**YOUR GOAL**
Extract, from the listing that follows, each line containing the word "Maple".

**RECORDS PROVIDED**
#####

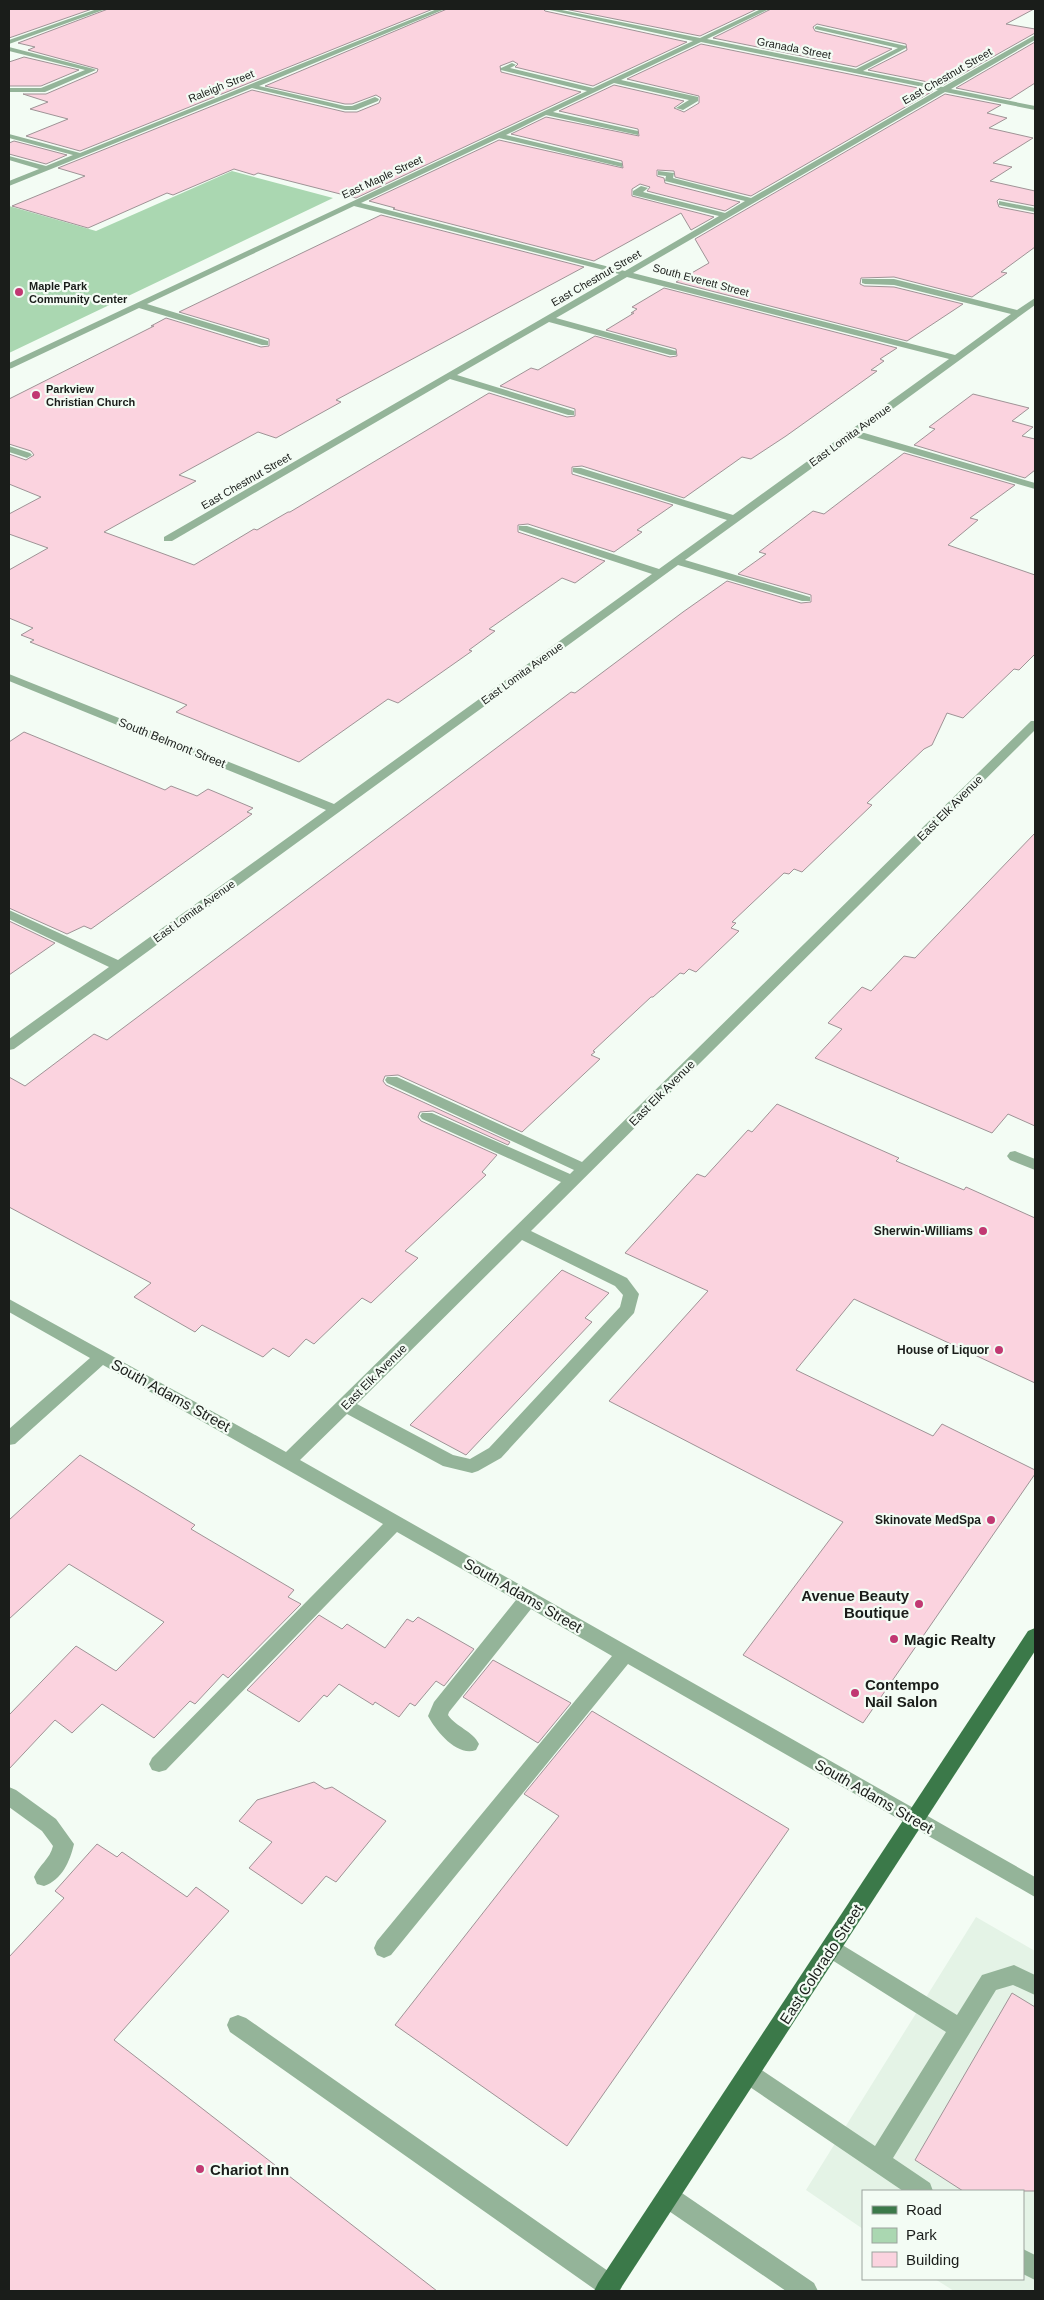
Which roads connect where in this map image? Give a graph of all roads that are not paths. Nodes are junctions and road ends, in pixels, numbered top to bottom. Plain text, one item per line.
1 (76, 9) edge
2 (103, 9) edge
3 (442, 9) edge
4 (548, 9) edge
5 (766, 9) edge
6 (92, 13) junction
7 (817, 28) dead end
8 (1035, 37) edge
9 (699, 40) junction
10 (9, 42) edge
11 (9, 49) edge
12 (512, 65) dead end
13 (856, 72) junction
14 (614, 81) junction
15 (251, 86) junction
16 (9, 90) edge
17 (594, 90) junction
18 (945, 90) junction
19 (375, 99) dead end
20 (680, 108) dead end
21 (1035, 108) edge
22 (545, 113) junction
23 (635, 133) dead end
24 (498, 135) junction
25 (9, 136) edge
26 (80, 155) junction
27 (9, 158) edge
28 (619, 165) dead end
29 (46, 169) junction
30 (661, 172) dead end
31 (9, 184) edge
32 (644, 188) dead end
33 (753, 201) junction
34 (1002, 203) dead end
35 (354, 204) junction
36 (1035, 210) edge
37 (727, 216) junction
38 (627, 273) junction
39 (865, 281) dead end
40 (139, 305) junction
41 (1029, 308) edge
42 (548, 319) junction
43 (265, 343) dead end
44 (673, 353) dead end
45 (955, 358) junction
46 (9, 366) edge
47 (449, 376) junction
48 (571, 413) dead end
49 (853, 433) junction
50 (9, 449) edge
51 (27, 455) dead end
52 (577, 470) dead end
53 (1035, 486) edge
54 (734, 519) junction
55 (526, 527) dead end
56 (168, 538) dead end
57 (676, 561) junction
58 (663, 571) junction
59 (806, 599) dead end
60 (9, 677) edge
61 (1035, 724) edge
62 (334, 809) junction
63 (9, 914) edge
64 (119, 966) junction
65 (9, 1046) edge
66 (392, 1080) dead end
67 (427, 1116) dead end
68 (1015, 1156) dead end
69 (1035, 1165) edge
70 (585, 1169) junction
71 (572, 1181) junction
72 (520, 1232) junction
73 (9, 1305) edge
74 (102, 1357) junction
75 (345, 1405) junction
76 (9, 1439) edge
77 (288, 1461) junction
78 (396, 1522) junction
79 (528, 1599) junction
80 (1035, 1636) edge
81 (625, 1654) junction
82 (469, 1744) dead end
83 (159, 1764) dead end
84 (9, 1796) edge
85 (915, 1819) junction
86 (44, 1877) dead end
87 (1035, 1888) edge
88 (384, 1948) dead end
89 (831, 1948) junction
90 (1035, 1986) edge
91 (238, 2025) dead end
92 (960, 2029) junction
93 (749, 2074) junction
94 (878, 2161) junction
95 (921, 2190) edge
96 (668, 2197) junction
97 (1024, 2261) edge
98 (1035, 2268) edge
99 (608, 2288) edge
100 (806, 2291) edge

1 - 6 street
2 - 6 street
3 - 15 street, Raleigh Street
4 - 9 street, Granada Street
5 - 9 street, East Maple Street
6 - 10 street
7 - 13 street
8 - 18 street, East Chestnut Street
9 - 13 street, Granada Street
9 - 14 street, East Maple Street
11 - 16 street
12 - 17 street
13 - 18 street, Granada Street
14 - 17 street, East Maple Street
14 - 20 street
15 - 19 street
15 - 26 street, Raleigh Street
17 - 22 street, East Maple Street
18 - 21 street, Granada Street
18 - 33 street, East Chestnut Street
22 - 23 street
22 - 24 street, East Maple Street
24 - 28 street
24 - 35 street, East Maple Street
25 - 26 street
26 - 29 street, Raleigh Street
27 - 29 street
29 - 31 street, Raleigh Street
30 - 33 street
32 - 37 street
33 - 37 street, East Chestnut Street
34 - 36 street
35 - 38 street, South Everett Street
35 - 40 street, East Maple Street
37 - 38 street, East Chestnut Street
38 - 42 street, East Chestnut Street
38 - 45 street, South Everett Street
39 - 41 street
40 - 43 street
40 - 46 street, East Maple Street
41 - 45 street, East Lomita Avenue
42 - 44 street
42 - 47 street, East Chestnut Street
45 - 49 street, East Lomita Avenue
47 - 48 street
47 - 56 street, East Chestnut Street
49 - 53 street
49 - 54 street, East Lomita Avenue
50 - 51 street
52 - 54 street
54 - 57 street, East Lomita Avenue
55 - 58 street
57 - 58 street, East Lomita Avenue
57 - 59 street
58 - 62 street, East Lomita Avenue
60 - 62 street, South Belmont Street
61 - 70 street, East Elk Avenue
62 - 64 street, East Lomita Avenue
63 - 64 street
64 - 65 street, East Lomita Avenue
66 - 70 street
67 - 71 street
68 - 69 street
70 - 71 street, East Elk Avenue
71 - 72 street, East Elk Avenue
72 - 75 street, East Elk Avenue
72 - 75 street
73 - 74 street, South Adams Street
74 - 76 street
74 - 77 street, South Adams Street
75 - 77 street, East Elk Avenue
77 - 78 street, South Adams Street
78 - 79 street, South Adams Street
78 - 83 street
79 - 81 street, South Adams Street
79 - 82 street
80 - 85 main road, East Colorado Street
81 - 85 street, South Adams Street
81 - 88 street
84 - 86 street
85 - 87 street, South Adams Street
85 - 89 main road, East Colorado Street
89 - 92 street
89 - 93 main road, East Colorado Street
90 - 92 street
91 - 99 street
92 - 94 street
93 - 94 street
93 - 96 main road, East Colorado Street
94 - 95 street
96 - 99 main road, East Colorado Street
96 - 100 street
97 - 98 street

#####

**ANSWER TO THIS TASK**
5 - 9 street, East Maple Street
9 - 14 street, East Maple Street
14 - 17 street, East Maple Street
17 - 22 street, East Maple Street
22 - 24 street, East Maple Street
24 - 35 street, East Maple Street
35 - 40 street, East Maple Street
40 - 46 street, East Maple Street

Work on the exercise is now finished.